NGD is from Columbia, so I will cheer for them in the WC.


A man who was studying archery took two arrows in his hand' and stood before the target.

'A beginner should not hold two arrows,' his teacher told him. 'You will be careless with the first, knowing you have a second. You must always be determined to hit the target with the single arrow you shoot, and have no thought beyond this.' With only two arrows, and standing before his master, would he really be inclined to be slapdash with one of them? Yet although he may not have been aware of his own carelessness, his teacher was. The same injunction surely applies in all matters.

A man engaged in Buddhist practice will tell himself at night that there is always the morning, or in the morning will anticipate the night, always intending to make more effort later. And if such are your days, how much less aware must you be of the passing moment's indolence. Why should it be so difficult to carry something out right now when you think of it, to seize the instant?

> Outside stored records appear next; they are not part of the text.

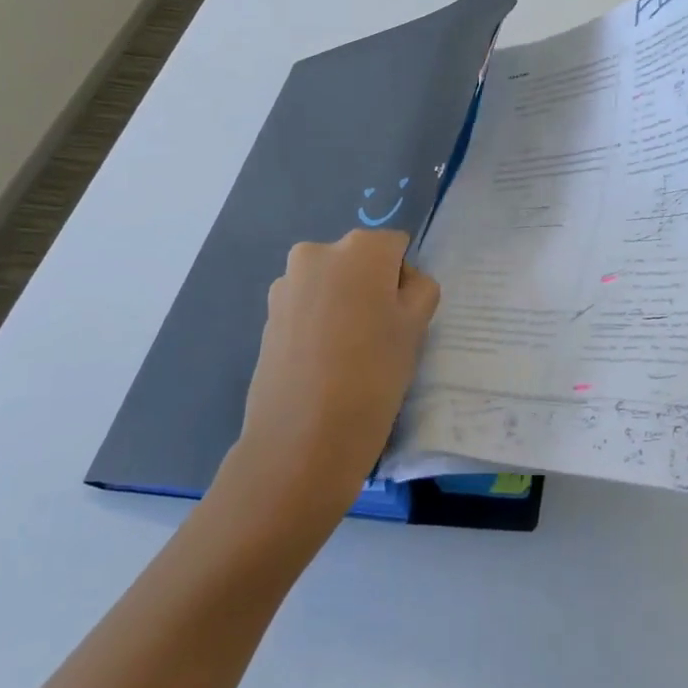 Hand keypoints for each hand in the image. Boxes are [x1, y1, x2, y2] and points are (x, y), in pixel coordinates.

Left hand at [212, 229, 439, 545]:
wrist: (302, 440)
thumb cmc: (373, 376)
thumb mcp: (416, 328)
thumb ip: (420, 289)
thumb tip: (400, 283)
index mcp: (360, 248)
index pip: (396, 247)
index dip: (405, 280)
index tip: (404, 318)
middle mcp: (317, 253)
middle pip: (360, 261)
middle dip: (371, 288)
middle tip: (380, 336)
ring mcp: (286, 284)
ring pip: (332, 284)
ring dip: (344, 305)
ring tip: (349, 354)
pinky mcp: (267, 317)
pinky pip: (308, 307)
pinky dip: (320, 324)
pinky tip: (324, 364) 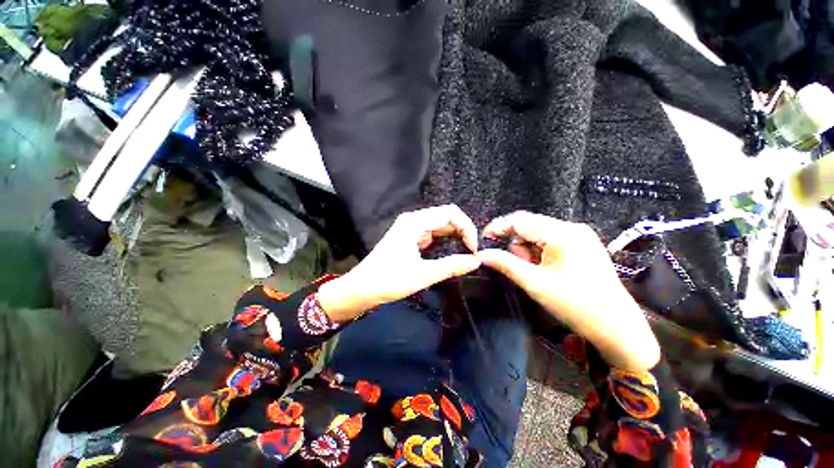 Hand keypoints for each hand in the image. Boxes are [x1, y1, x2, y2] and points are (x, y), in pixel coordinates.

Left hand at [318, 205, 480, 321]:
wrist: (361, 289)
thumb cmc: (388, 280)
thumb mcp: (422, 274)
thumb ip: (451, 265)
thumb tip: (476, 261)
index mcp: (415, 222)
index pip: (451, 213)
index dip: (467, 227)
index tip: (473, 249)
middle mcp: (414, 220)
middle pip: (446, 217)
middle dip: (462, 232)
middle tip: (472, 253)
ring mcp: (411, 229)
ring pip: (440, 226)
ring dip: (455, 237)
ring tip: (466, 253)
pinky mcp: (409, 238)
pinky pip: (432, 234)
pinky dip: (445, 241)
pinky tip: (451, 253)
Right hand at [477, 211, 660, 371]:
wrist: (617, 327)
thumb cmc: (574, 305)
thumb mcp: (534, 283)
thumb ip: (505, 264)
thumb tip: (482, 254)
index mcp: (562, 234)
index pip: (520, 220)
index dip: (498, 227)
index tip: (483, 239)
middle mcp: (572, 227)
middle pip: (530, 225)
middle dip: (516, 242)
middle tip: (516, 264)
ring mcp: (580, 235)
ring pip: (539, 233)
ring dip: (528, 249)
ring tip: (534, 271)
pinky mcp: (583, 244)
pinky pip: (551, 239)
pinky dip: (540, 251)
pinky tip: (544, 268) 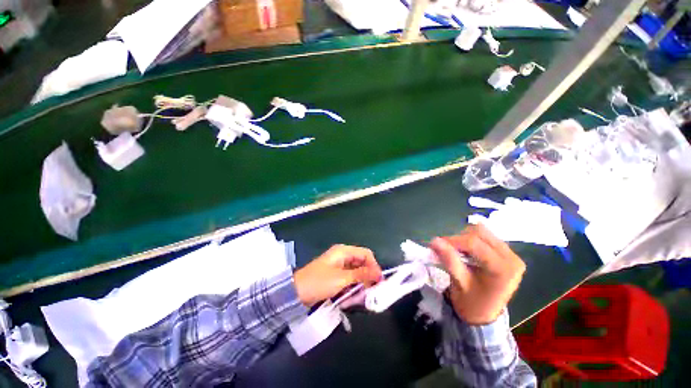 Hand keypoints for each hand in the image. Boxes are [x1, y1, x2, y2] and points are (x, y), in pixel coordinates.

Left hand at [294, 244, 382, 306]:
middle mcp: (343, 256)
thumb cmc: (319, 282)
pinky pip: (349, 280)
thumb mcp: (341, 279)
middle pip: (362, 264)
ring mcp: (339, 266)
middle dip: (366, 279)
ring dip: (358, 286)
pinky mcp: (336, 276)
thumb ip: (361, 275)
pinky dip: (351, 289)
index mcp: (344, 251)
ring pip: (356, 274)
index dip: (374, 266)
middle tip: (368, 294)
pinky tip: (348, 299)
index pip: (366, 254)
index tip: (379, 281)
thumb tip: (379, 273)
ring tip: (355, 299)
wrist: (296, 293)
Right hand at [430, 224, 525, 324]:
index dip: (452, 240)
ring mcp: (511, 254)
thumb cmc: (472, 303)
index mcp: (503, 268)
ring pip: (482, 231)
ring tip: (456, 251)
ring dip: (464, 237)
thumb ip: (449, 260)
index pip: (474, 243)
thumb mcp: (459, 282)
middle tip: (446, 248)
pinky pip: (485, 236)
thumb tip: (434, 240)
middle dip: (459, 238)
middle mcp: (511, 258)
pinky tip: (465, 251)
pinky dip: (470, 239)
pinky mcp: (506, 253)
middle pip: (480, 233)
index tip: (436, 244)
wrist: (484, 315)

“Unconverted man lives in the visible world judging all that is or may be by tradition’s experience and by the rules of logic. But when he encounters Christ, he must either accept him and his revolutionary approach to truth or lose him. If he attempts to judge also the Lord by the standards of common experience, he will soon notice that he is dealing with something outside experience. He will have to discard the norms of the past, and take Christ as his new point of departure. When he no longer attempts to subject Christ to immediate reason and experience, he will recognize him as the supreme measure of all possible reality.”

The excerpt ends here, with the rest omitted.